Records Block Start

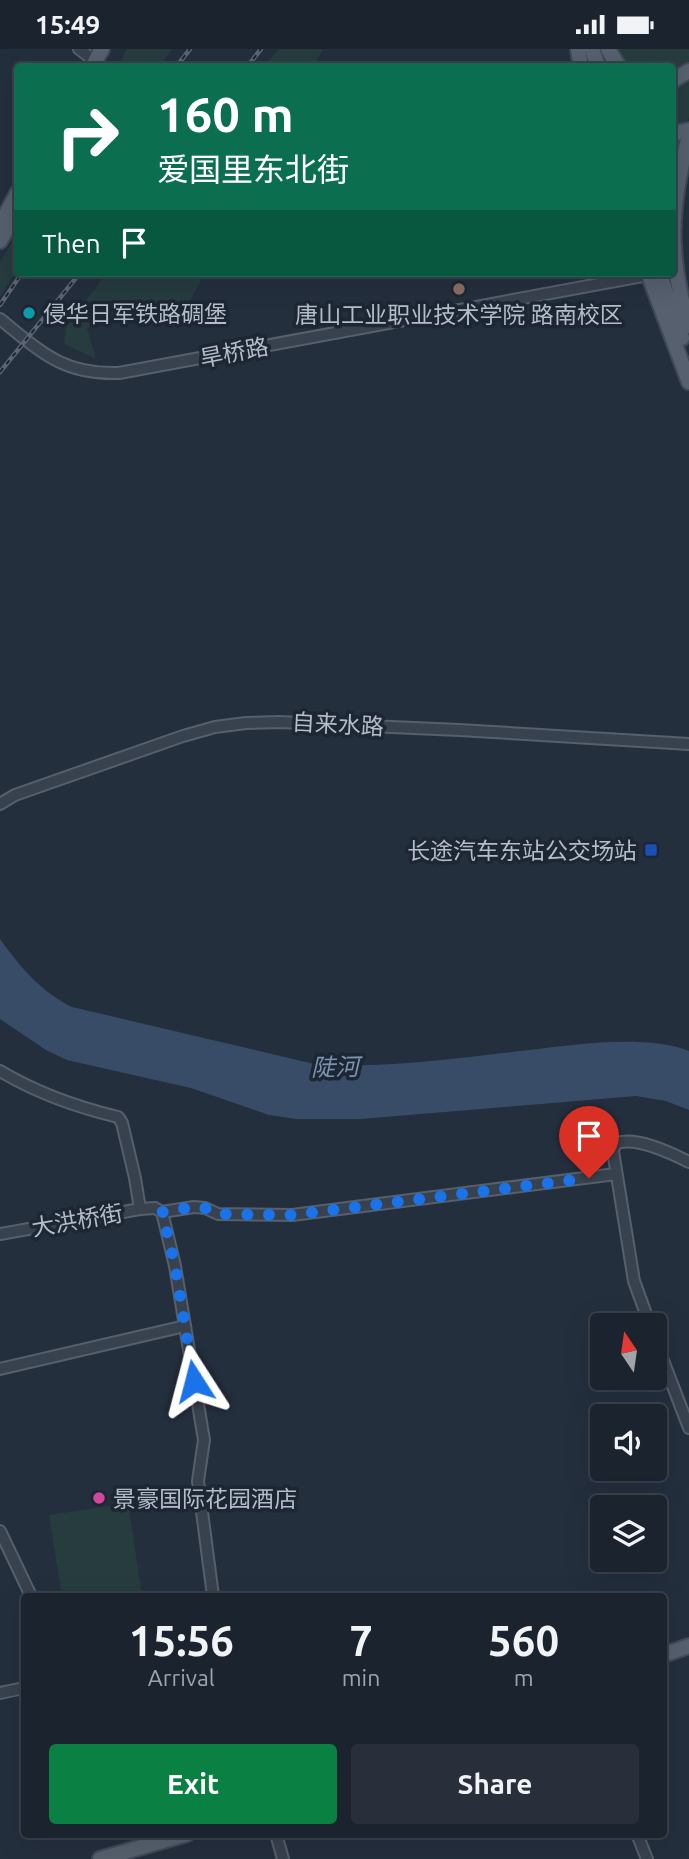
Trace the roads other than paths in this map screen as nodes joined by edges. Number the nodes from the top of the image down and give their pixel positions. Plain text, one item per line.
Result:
1 (689, 137) edge
2 (689, 169) edge
3 (676, 190) edge
4 (14, 199) edge
5 (14, 215) edge
6 (0, 225) edge
7 (0, 241) edge
8 (676, 275) edge
9 (636, 277) edge
10 (653, 277) edge
11 (653, 277) edge
12 (689, 294) edge
13 (0, 319) edge
14 (689, 326) edge
15 (689, 357) edge
16 (689, 382) edge
17 (689, 744) edge
18 (0, 804) edge
19 (0, 1071) edge
20 (689, 1162) edge
21 (616, 1174) junction
22 (140, 1209) junction
23 (159, 1210) junction
24 (0, 1234) edge
25 (646, 1313) edge
26 (185, 1326) junction
27 (0, 1369) edge
28 (667, 1371) edge
29 (689, 1428) edge
30 (0, 1531) edge
31 (30, 1593) edge
32 (213, 1593) edge
33 (689, 1646) edge
34 (667, 1654) edge
35 (21, 1689) edge
36 (0, 1693) edge
37 (173, 1838) edge
38 (277, 1838) edge
39 (639, 1838) edge
40 (100, 1859) edge
41 (283, 1859) edge
42 (647, 1859) edge

1 - 3 main road
2 - 12 main road
4 - 6 main road
5 - 7 main road
8 - 14 main road
9 - 13 street, 旱桥路
10 - 15 main road
11 - 16 main road
17 - 18 street, 自来水路
19 - 22 street
20 - 21 street
21 - 23 street, 大洪桥街
21 - 25 street
22 - 23 street, 大洪桥街
22 - 24 street, 大洪桥街
23 - 26 street
26 - 27 street
26 - 32 street
28 - 29 street
30 - 31 street
33 - 34 main road
35 - 36 street
37 - 40 main road
38 - 41 street
39 - 42 street

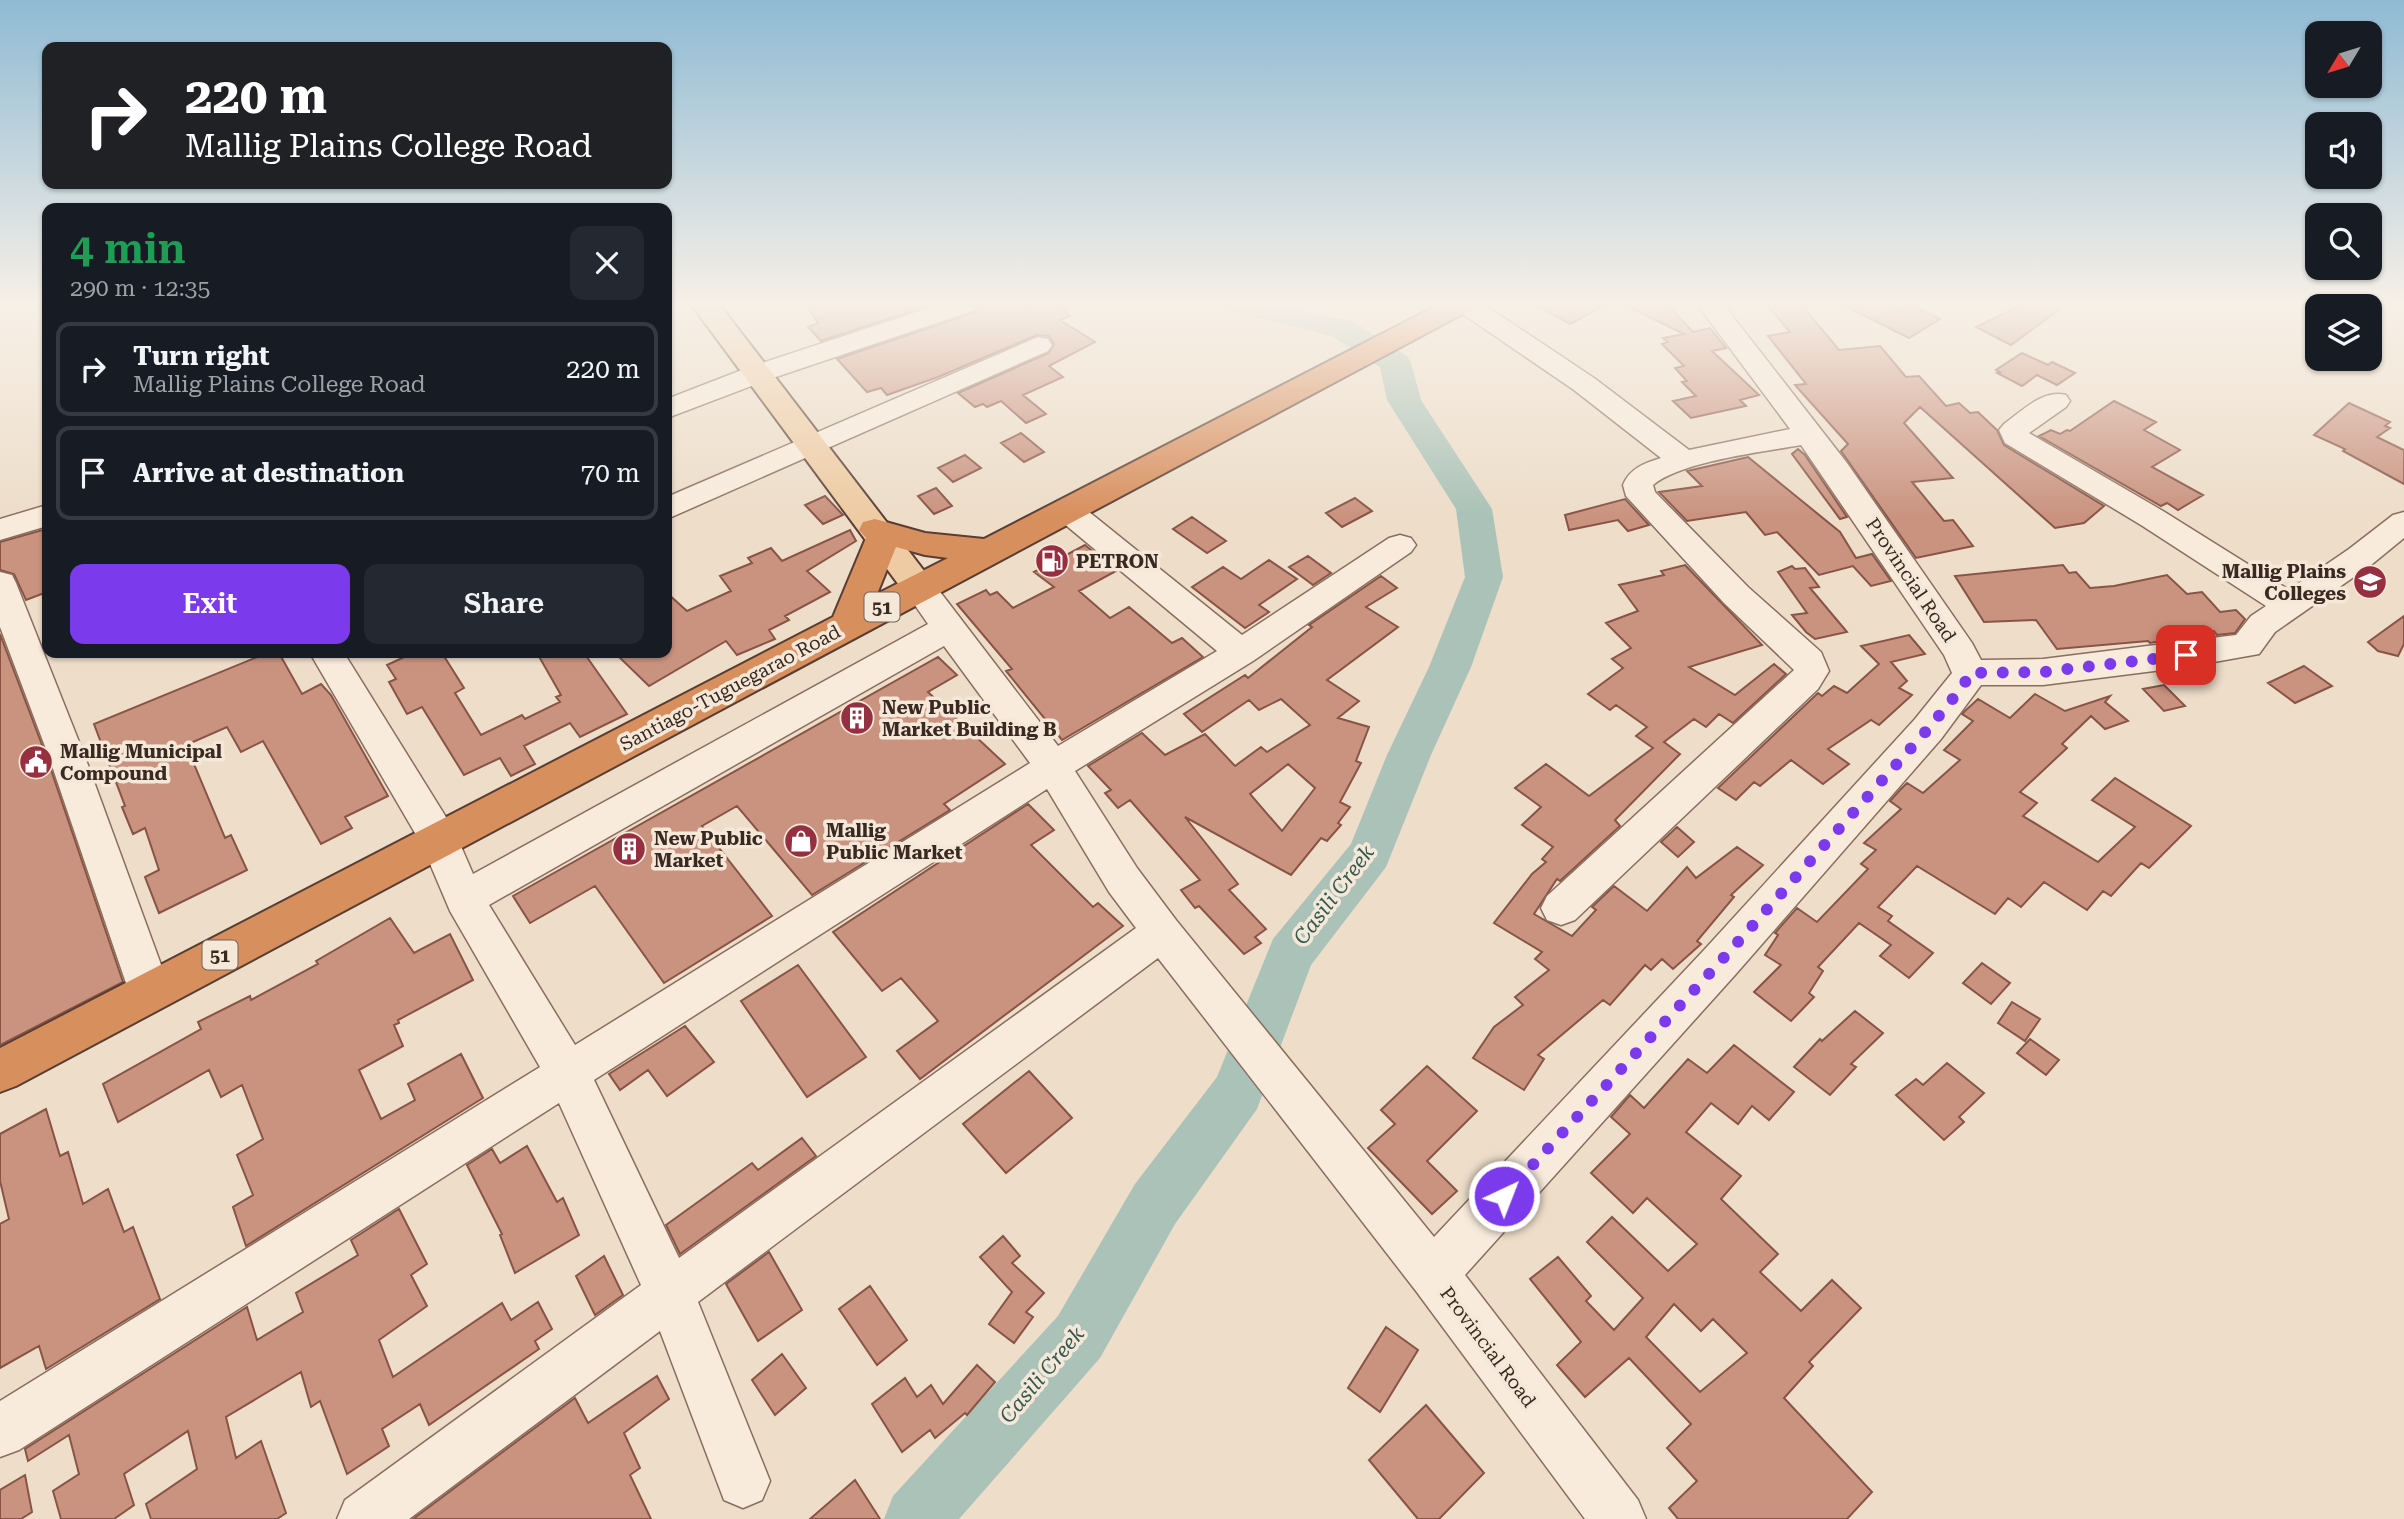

Records Block End

Exact copies of all the entries, without any pictures, are what the answer must contain.

Trace the roads other than paths in this map screen as nodes joined by edges. Number the nodes from the top of the image down and give their pixel positions. Plain text, one item per line.
Result:
1 (689, 137) edge
2 (689, 169) edge
3 (676, 190) edge
4 (14, 199) edge
5 (14, 215) edge
6 (0, 225) edge
7 (0, 241) edge
8 (676, 275) edge
9 (636, 277) edge
10 (653, 277) edge
11 (653, 277) edge
12 (689, 294) edge
13 (0, 319) edge
14 (689, 326) edge
15 (689, 357) edge
16 (689, 382) edge
17 (689, 744) edge
18 (0, 804) edge
19 (0, 1071) edge
20 (689, 1162) edge
21 (616, 1174) junction
22 (140, 1209) junction
23 (159, 1210) junction
24 (0, 1234) edge
25 (646, 1313) edge
26 (185, 1326) junction
27 (0, 1369) edge
28 (667, 1371) edge
29 (689, 1428) edge
30 (0, 1531) edge
31 (30, 1593) edge
32 (213, 1593) edge
33 (689, 1646) edge
34 (667, 1654) edge
35 (21, 1689) edge
36 (0, 1693) edge
37 (173, 1838) edge
38 (277, 1838) edge
39 (639, 1838) edge
40 (100, 1859) edge
41 (283, 1859) edge
42 (647, 1859) edge

1 - 3 main road
2 - 12 main road
4 - 6 main road
5 - 7 main road
8 - 14 main road
9 - 13 street, 旱桥路
10 - 15 main road
11 - 16 main road
17 - 18 street, 自来水路
19 - 22 street
20 - 21 street
21 - 23 street, 大洪桥街
21 - 25 street
22 - 23 street, 大洪桥街
22 - 24 street, 大洪桥街
23 - 26 street
26 - 27 street
26 - 32 street
28 - 29 street
30 - 31 street
33 - 34 main road
35 - 36 street
37 - 40 main road
38 - 41 street
39 - 42 street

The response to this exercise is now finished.